What Are Sets and Why Do They Matter?

Sets form the language of modern mathematics. Every time we talk about “all solutions to this equation” or “which students passed both Physics and Chemistry,” we’re thinking in sets — we just don’t always call it that.

A set is a well-defined collection of distinct objects. The phrase “well-defined” is doing real work here: we need to be able to say, without ambiguity, whether any given object belongs to the collection or not. “All integers greater than 5” is a set. “All good songs” is not — because “good” is subjective.

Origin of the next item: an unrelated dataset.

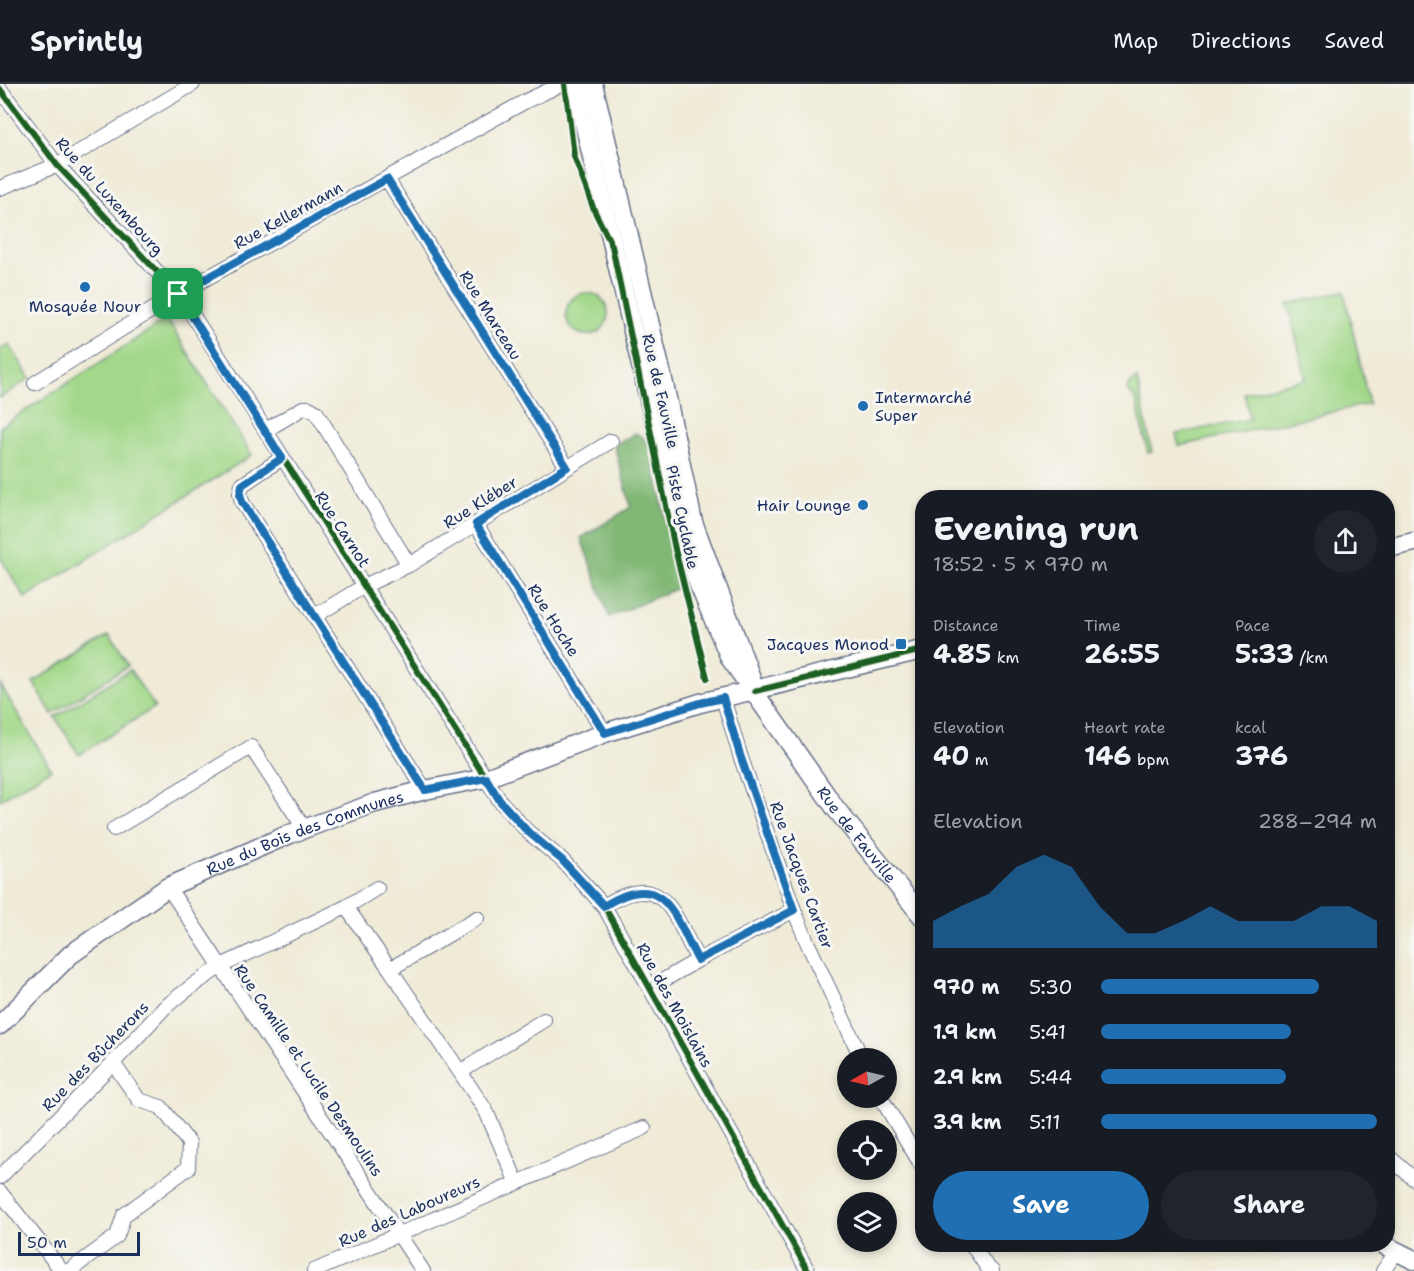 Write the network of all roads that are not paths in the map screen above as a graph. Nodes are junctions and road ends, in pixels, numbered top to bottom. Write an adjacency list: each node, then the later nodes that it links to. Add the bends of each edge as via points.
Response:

For Class 11 CBSE and JEE Main, sets and relations together form the first chapter — and a surprisingly high-weightage one. JEE Main regularly pulls 1-2 questions from this chapter, often disguised inside a function problem. CBSE board exams typically have one 3-mark and one 5-mark question here.

A relation builds on sets: it’s a rule that pairs elements from one set with elements of another. When that rule becomes perfectly structured — every input maps to exactly one output — we get a function. So sets and relations are literally the foundation of the function chapter, which is one of the highest-scoring topics across all competitive exams.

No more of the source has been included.